* TASK DESCRIPTION: Reproduce all of the entries below exactly, without a single change.

* STORED DATA:
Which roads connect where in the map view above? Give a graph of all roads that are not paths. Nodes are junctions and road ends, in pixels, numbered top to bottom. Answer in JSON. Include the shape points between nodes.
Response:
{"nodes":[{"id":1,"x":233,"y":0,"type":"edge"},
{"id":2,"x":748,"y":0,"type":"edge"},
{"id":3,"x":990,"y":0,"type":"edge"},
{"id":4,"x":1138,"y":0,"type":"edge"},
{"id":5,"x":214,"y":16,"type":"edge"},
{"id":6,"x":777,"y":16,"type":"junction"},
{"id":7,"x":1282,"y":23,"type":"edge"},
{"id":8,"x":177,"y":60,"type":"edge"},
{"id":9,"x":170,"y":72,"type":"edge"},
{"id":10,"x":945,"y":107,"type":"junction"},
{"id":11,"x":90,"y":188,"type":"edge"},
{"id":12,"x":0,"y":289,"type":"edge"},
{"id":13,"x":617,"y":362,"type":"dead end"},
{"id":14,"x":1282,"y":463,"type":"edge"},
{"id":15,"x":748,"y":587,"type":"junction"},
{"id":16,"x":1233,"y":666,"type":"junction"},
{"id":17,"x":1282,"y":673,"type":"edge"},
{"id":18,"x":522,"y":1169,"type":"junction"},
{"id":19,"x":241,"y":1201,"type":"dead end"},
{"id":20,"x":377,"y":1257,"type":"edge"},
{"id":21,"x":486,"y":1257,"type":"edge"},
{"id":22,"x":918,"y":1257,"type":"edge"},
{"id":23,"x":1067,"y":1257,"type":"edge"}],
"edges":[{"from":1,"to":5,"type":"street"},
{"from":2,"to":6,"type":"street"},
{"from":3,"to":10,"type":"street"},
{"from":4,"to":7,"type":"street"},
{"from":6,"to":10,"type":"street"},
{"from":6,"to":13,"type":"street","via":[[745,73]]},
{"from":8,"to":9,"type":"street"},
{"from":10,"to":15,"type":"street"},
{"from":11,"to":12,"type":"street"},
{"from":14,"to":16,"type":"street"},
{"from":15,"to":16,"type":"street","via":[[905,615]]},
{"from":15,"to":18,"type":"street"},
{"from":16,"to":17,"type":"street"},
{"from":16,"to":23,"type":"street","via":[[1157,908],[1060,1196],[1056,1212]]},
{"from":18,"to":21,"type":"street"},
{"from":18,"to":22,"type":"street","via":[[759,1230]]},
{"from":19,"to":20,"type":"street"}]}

* EXERCISE RESULT:
Which roads connect where in the map view above? Give a graph of all roads that are not paths. Nodes are junctions and road ends, in pixels, numbered top to bottom. Answer in JSON. Include the shape points between nodes.
Response:
{"nodes":[{"id":1,"x":233,"y":0,"type":"edge"},
{"id":2,"x":748,"y":0,"type":"edge"},
{"id":3,"x":990,"y":0,"type":"edge"},
{"id":4,"x":1138,"y":0,"type":"edge"},
{"id":5,"x":214,"y":16,"type":"edge"},
{"id":6,"x":777,"y":16,"type":"junction"},
{"id":7,"x":1282,"y":23,"type":"edge"},
{"id":8,"x":177,"y":60,"type":"edge"},
{"id":9,"x":170,"y":72,"type":"edge"},
{"id":10,"x":945,"y":107,"type":"junction"},
{"id":11,"x":90,"y":188,"type":"edge"},
{"id":12,"x":0,"y":289,"type":"edge"},
{"id":13,"x":617,"y":362,"type":"dead end"},
{"id":14,"x":1282,"y":463,"type":"edge"},
{"id":15,"x":748,"y":587,"type":"junction"},
{"id":16,"x":1233,"y":666,"type":"junction"},
{"id":17,"x":1282,"y":673,"type":"edge"},
{"id":18,"x":522,"y":1169,"type":"junction"},
{"id":19,"x":241,"y":1201,"type":"dead end"},
{"id":20,"x":377,"y":1257,"type":"edge"},
{"id":21,"x":486,"y":1257,"type":"edge"},
{"id":22,"x":918,"y":1257,"type":"edge"},
{"id":23,"x":1067,"y":1257,"type":"edge"}],
"edges":[{"from":1,"to":5,"type":"street"},
{"from":2,"to":6,"type":"street"},
{"from":3,"to":10,"type":"street"},
{"from":4,"to":7,"type":"street"},
{"from":6,"to":10,"type":"street"},
{"from":6,"to":13,"type":"street","via":[[745,73]]},
{"from":8,"to":9,"type":"street"},
{"from":10,"to":15,"type":"street"},
{"from":11,"to":12,"type":"street"},
{"from":14,"to":16,"type":"street"},
{"from":15,"to":16,"type":"street","via":[[905,615]]},
{"from":15,"to":18,"type":"street"},
{"from":16,"to":17,"type":"street"},
{"from":16,"to":23,"type":"street","via":[[1157,908],[1060,1196],[1056,1212]]},
{"from":18,"to":21,"type":"street"},
{"from":18,"to":22,"type":"street","via":[[759,1230]]},
{"from":19,"to":20,"type":"street"}]}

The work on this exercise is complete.